BELFAST:-US Secretary of State Hillary Clinton arrived in Northern Ireland on Friday amid renewed tensions after Belfast city councillors voted not to fly the British flag all year around.


Clinton flew into a military airport outside Belfast for talks with senior leaders in the British province, wrapping up one of her last trips to Europe as America s top diplomat.

 

Two bombs were found in other parts of Northern Ireland overnight, a sign of the revived sectarian tensions despite the peace process, but there was no apparent link to Clinton s visit.

 

Police said around 1,000 people rioted in Belfast after the controversial Union flag vote on Monday, with 15 officers, two security workers and a press photographer were injured during the clashes.

 

Trouble broke out minutes after Belfast city councillors voted to remove the Union Flag from City Hall, meaning it will be taken down for the first time since the building opened in 1906.

 

Around 3,500 people were killed in the three decades of sectarian bloodshed between Northern Irish Protestants favouring continued union with Britain, and Catholics seeking a unified Ireland.

 

A 1998 peace agreement largely ended the conflict, but sporadic unrest and bomb threats continue as dissident offshoots remain violently opposed to the power-sharing government in Belfast, formed of Catholic and Protestant parties.

 

Police arrested four men after stopping a car in which a bomb was found in the city of Londonderry, around 60 miles (100 kilometres) from Belfast, on Thursday night. Police said they thought dissident republicans were involved.

 

Hours later a letter-bomb was discovered near a postbox in Clough, an area in County Down around 25 miles (40 kilometres) from Belfast.

 

Clinton, speaking Thursday at the end of a brief visit to the Irish capital Dublin, praised Ireland as "a critical leader and partner in the ongoing work toward reconciliation and peace building."

 

She added she was "looking forward to my visit to Belfast tomorrow to see for myself what the situation is."
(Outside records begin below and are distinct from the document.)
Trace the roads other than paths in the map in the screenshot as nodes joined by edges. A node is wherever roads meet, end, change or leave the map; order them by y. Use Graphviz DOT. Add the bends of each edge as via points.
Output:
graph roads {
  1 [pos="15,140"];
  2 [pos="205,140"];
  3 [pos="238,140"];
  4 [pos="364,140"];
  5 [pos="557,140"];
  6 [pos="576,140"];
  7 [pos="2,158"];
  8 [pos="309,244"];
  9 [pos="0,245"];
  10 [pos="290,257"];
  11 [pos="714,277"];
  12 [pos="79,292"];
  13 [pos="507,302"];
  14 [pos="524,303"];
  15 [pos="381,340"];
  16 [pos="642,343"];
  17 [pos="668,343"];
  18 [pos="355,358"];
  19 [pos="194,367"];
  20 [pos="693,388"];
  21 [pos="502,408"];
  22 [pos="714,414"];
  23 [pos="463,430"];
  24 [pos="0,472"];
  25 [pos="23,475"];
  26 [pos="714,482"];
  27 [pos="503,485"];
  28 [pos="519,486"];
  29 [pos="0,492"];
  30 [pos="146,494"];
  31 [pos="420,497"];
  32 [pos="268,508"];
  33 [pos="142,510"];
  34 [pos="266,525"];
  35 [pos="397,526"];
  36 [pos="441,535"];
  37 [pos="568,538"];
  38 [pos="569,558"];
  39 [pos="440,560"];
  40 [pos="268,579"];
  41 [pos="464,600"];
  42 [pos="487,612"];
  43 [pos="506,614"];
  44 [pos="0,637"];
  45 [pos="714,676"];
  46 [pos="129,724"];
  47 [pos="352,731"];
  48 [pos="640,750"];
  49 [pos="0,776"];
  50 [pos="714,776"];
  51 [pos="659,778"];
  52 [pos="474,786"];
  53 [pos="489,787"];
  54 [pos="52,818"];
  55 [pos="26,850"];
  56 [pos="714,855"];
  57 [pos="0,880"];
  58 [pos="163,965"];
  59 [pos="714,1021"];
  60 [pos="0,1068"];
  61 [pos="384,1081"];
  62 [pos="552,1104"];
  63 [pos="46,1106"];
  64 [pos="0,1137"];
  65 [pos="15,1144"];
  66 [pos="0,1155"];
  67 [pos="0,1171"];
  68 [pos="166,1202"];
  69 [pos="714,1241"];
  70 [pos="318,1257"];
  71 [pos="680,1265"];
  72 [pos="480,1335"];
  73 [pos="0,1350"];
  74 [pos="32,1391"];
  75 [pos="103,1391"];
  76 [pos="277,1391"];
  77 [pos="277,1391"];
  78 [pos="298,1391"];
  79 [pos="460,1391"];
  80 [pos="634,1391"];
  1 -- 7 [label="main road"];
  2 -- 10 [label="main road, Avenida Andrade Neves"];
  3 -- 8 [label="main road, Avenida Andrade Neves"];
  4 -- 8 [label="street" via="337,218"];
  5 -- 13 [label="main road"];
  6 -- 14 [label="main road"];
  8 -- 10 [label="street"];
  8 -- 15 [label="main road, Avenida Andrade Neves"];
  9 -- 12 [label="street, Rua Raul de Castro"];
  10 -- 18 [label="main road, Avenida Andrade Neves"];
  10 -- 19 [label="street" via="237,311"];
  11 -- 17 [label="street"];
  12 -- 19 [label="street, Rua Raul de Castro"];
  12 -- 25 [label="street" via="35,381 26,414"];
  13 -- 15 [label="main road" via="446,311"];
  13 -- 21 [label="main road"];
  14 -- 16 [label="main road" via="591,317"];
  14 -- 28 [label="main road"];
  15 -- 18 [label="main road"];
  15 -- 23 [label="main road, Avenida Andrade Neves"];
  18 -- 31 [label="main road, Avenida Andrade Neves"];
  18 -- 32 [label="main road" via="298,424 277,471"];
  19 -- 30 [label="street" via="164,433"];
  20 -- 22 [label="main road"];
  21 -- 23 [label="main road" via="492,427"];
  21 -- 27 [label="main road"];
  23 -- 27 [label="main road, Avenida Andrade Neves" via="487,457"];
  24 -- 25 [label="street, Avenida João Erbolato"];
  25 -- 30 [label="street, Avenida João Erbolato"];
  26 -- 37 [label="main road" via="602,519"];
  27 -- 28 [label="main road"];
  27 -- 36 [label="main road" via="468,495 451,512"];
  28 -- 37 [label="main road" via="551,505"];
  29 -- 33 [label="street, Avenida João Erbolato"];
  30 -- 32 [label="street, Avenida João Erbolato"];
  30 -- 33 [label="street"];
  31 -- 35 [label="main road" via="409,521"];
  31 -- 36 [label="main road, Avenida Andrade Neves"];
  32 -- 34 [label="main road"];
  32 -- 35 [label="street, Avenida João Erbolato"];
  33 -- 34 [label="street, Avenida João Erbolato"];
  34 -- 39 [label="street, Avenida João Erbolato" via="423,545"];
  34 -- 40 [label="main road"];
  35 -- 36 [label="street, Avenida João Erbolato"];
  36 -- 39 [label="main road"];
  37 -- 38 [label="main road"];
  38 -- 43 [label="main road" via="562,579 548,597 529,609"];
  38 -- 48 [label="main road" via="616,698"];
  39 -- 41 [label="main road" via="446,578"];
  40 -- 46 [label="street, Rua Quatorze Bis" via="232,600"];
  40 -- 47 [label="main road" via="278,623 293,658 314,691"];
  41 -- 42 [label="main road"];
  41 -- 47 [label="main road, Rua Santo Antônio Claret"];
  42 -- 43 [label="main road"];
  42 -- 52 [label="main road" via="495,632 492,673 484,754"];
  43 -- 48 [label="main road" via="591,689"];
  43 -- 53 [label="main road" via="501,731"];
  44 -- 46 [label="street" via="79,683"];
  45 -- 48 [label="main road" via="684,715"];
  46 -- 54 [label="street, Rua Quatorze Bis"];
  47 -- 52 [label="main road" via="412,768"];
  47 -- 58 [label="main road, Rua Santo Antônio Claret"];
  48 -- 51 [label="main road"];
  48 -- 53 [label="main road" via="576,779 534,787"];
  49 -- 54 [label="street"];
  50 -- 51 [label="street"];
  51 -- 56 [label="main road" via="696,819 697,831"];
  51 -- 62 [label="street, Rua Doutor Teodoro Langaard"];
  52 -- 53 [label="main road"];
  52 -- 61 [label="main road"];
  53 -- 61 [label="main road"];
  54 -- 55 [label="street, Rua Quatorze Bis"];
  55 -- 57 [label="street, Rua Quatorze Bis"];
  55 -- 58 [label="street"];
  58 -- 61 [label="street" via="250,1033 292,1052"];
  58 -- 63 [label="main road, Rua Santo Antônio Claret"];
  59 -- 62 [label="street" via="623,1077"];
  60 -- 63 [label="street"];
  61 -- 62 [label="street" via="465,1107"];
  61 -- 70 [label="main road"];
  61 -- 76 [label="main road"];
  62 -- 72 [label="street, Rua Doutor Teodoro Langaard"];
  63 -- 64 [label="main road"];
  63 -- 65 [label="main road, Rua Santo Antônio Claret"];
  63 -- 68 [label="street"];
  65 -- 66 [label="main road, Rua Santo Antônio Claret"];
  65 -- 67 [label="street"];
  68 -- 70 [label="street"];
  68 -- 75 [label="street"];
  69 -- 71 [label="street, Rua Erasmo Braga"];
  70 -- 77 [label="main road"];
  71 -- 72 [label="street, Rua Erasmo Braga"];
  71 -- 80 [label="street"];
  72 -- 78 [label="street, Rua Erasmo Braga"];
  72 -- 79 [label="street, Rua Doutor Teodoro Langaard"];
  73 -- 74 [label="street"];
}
Clinton s husband, former US president Bill Clinton, was a key player in the peace process during the 1990s during his time in office.

 

Hillary Clinton, who is due to step down as secretary of state in early 2013, is wrapping up a five-day tour which has also taken her to Prague and Brussels for a two-day NATO meeting.

 

Last month, she condemned the "senseless murder" of a prison officer in Northern Ireland, denouncing it as an "outrageous and cowardly act."

 

David Black, 52, was on his way to work at Maghaberry jail near Belfast when a car with Dublin registration plates pulled up alongside his on Northern Ireland s main M1 motorway and opened fire.

 

His car veered into a deep ditch, and he died at the scene.

 

Police said the incident bore the hallmarks of an attack by dissident republicans opposed to the Northern Ireland peace process.

 

"The United States remains resolute in support of the people of Northern Ireland, who have condemned violence and embraced the path to peace and reconciliation," Clinton said in a statement in November.